■ **Action item**:
Tally the lines in the data below in which the word "down" occurs, then give only the total.

■ **Records to use**:
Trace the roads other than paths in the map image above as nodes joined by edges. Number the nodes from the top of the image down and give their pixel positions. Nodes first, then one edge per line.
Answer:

==

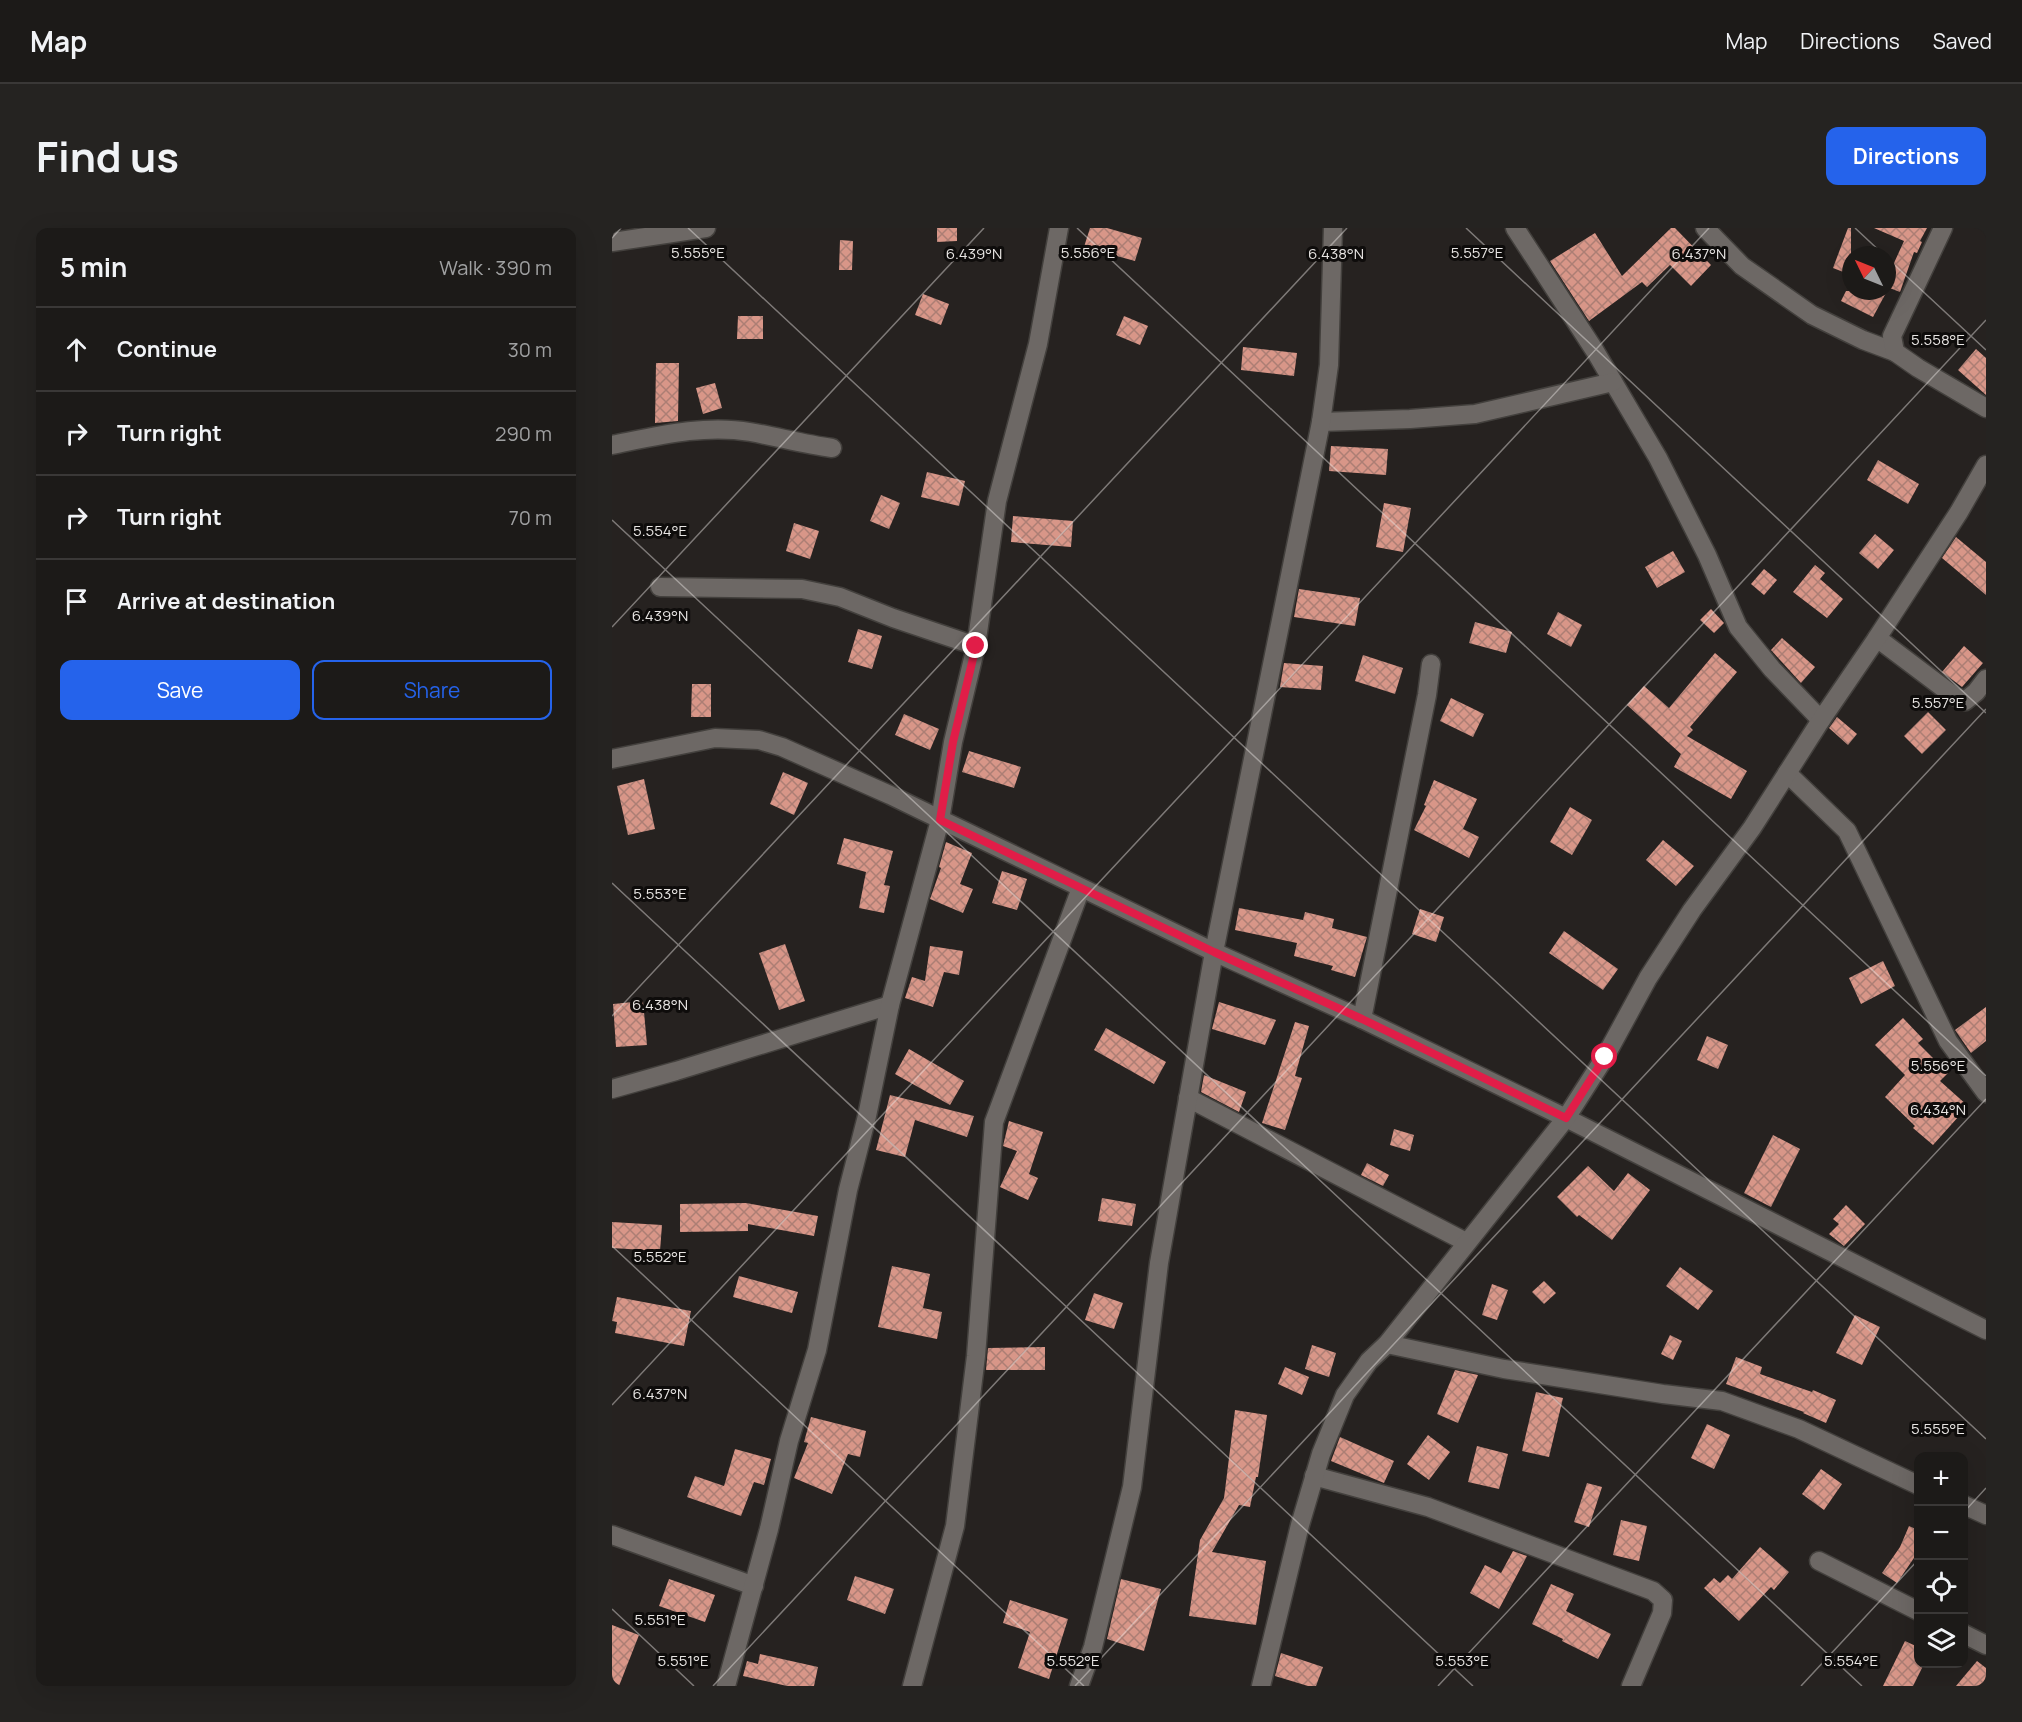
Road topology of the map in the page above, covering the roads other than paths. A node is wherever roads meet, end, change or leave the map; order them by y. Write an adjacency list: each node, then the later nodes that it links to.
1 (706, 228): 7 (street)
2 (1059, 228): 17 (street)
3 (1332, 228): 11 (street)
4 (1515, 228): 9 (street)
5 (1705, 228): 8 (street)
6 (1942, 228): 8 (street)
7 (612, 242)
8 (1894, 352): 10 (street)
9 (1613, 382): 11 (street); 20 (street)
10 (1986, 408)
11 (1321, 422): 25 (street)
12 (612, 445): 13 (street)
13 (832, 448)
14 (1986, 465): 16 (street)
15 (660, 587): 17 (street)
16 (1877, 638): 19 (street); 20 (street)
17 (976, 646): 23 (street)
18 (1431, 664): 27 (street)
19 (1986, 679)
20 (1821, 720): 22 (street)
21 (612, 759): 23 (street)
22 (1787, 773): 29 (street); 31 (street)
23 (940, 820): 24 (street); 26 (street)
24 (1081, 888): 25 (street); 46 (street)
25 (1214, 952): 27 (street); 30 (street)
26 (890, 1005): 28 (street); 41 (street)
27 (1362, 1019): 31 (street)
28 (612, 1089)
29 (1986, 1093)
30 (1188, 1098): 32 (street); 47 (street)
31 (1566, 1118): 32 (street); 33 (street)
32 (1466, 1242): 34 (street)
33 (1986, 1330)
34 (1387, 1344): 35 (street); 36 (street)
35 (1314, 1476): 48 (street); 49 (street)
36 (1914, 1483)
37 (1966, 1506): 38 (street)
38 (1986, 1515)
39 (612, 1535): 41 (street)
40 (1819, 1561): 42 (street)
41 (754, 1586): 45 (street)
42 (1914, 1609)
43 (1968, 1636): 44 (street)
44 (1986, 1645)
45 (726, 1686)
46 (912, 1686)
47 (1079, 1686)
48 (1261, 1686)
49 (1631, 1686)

...

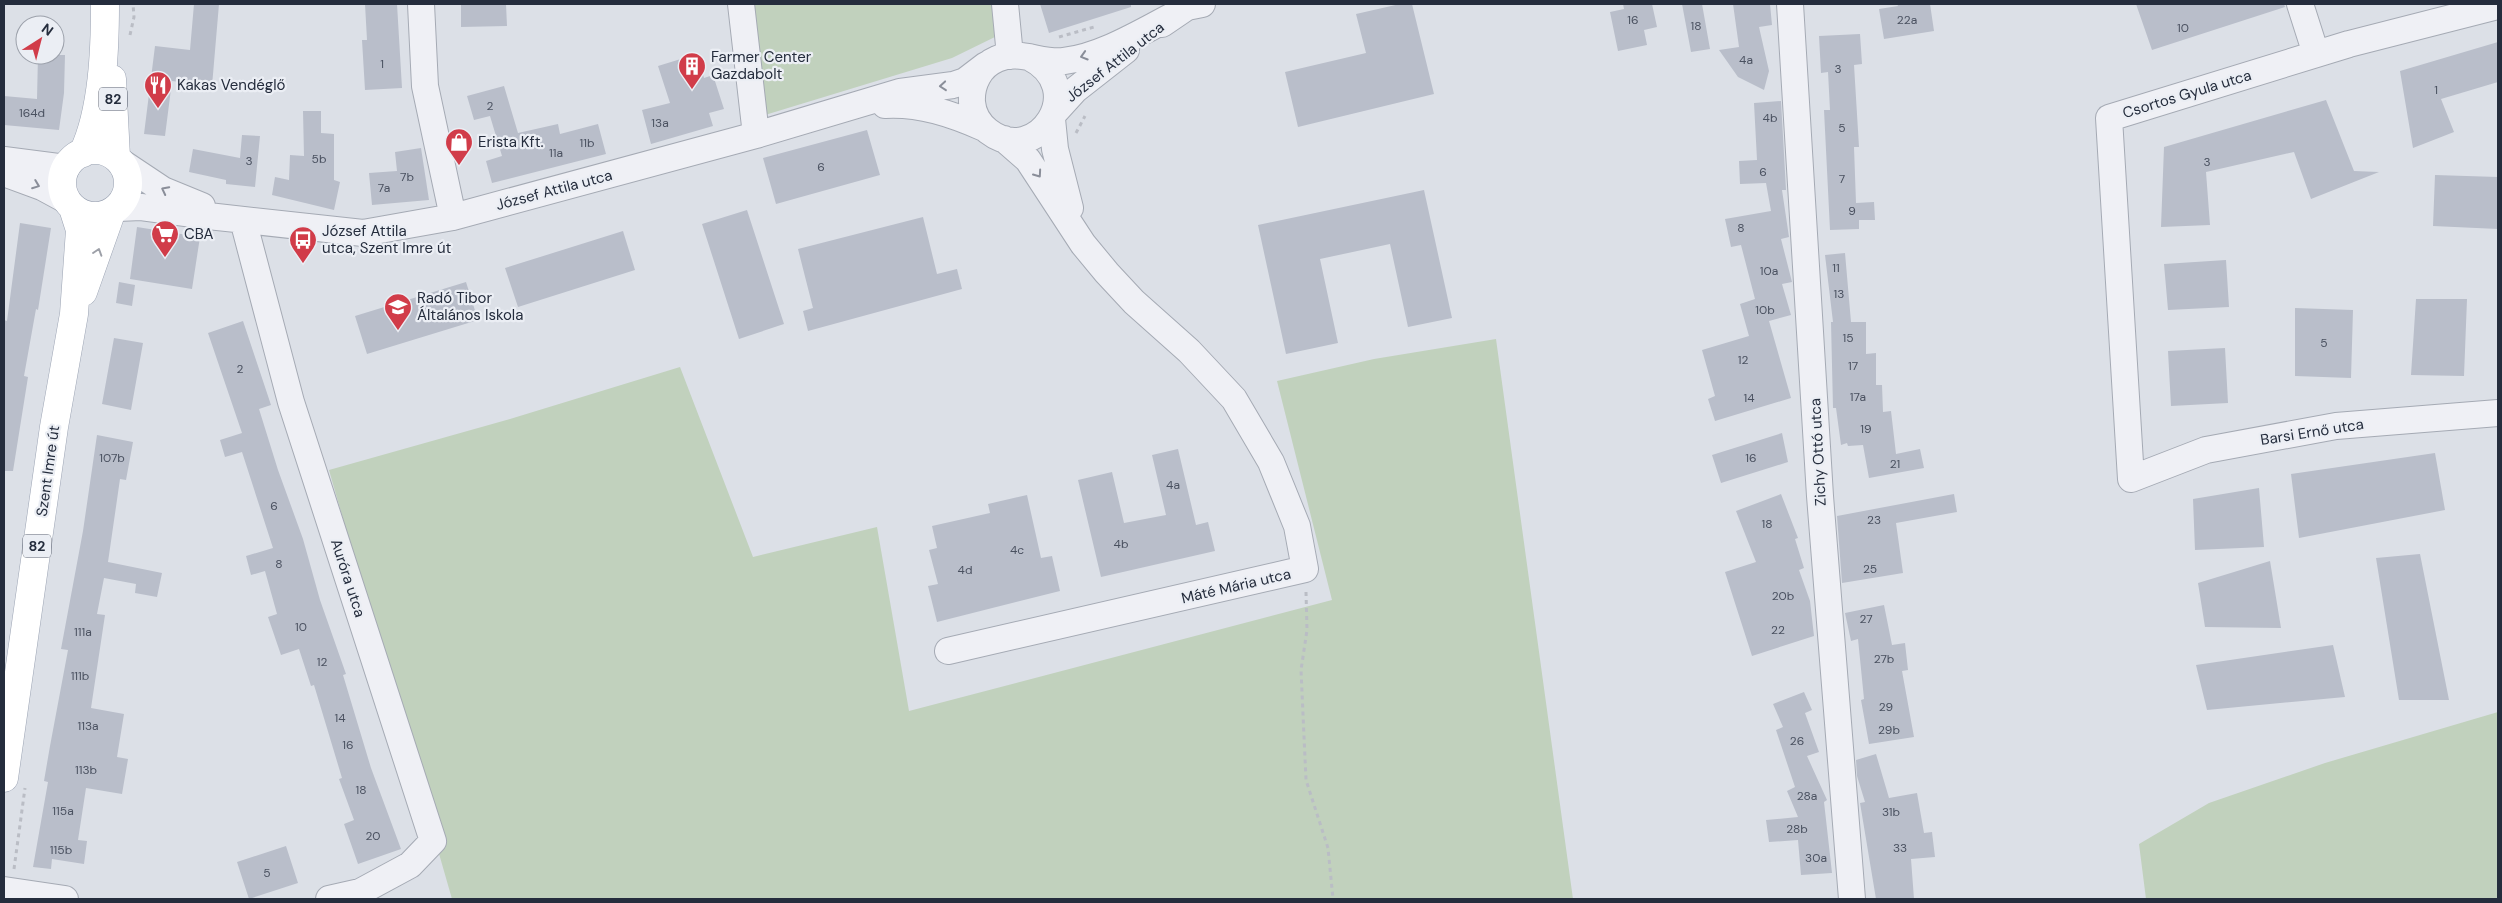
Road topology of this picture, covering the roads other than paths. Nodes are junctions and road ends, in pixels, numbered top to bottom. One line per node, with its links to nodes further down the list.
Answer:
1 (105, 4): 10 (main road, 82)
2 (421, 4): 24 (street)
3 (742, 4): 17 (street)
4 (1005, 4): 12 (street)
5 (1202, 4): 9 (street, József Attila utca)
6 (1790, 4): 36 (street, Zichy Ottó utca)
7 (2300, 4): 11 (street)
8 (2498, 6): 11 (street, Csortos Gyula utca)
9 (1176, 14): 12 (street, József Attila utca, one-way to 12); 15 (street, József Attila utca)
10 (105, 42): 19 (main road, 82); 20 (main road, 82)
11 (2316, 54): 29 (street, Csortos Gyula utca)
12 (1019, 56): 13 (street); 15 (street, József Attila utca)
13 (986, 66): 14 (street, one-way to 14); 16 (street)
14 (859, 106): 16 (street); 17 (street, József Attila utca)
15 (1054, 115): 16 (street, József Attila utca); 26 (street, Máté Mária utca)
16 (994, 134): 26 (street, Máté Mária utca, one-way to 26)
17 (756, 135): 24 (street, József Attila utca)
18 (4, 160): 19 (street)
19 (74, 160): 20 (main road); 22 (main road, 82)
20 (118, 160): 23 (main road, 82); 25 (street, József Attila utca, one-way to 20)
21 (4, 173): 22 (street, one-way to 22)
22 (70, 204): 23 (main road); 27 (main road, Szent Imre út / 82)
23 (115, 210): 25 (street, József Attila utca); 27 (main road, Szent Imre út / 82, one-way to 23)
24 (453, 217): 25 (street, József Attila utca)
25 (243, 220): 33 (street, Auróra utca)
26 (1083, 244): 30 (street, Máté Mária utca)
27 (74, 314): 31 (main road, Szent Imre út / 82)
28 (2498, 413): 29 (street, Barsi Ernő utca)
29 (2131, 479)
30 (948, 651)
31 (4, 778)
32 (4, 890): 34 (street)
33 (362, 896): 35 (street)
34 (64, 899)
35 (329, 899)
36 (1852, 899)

■ **Task result**:
2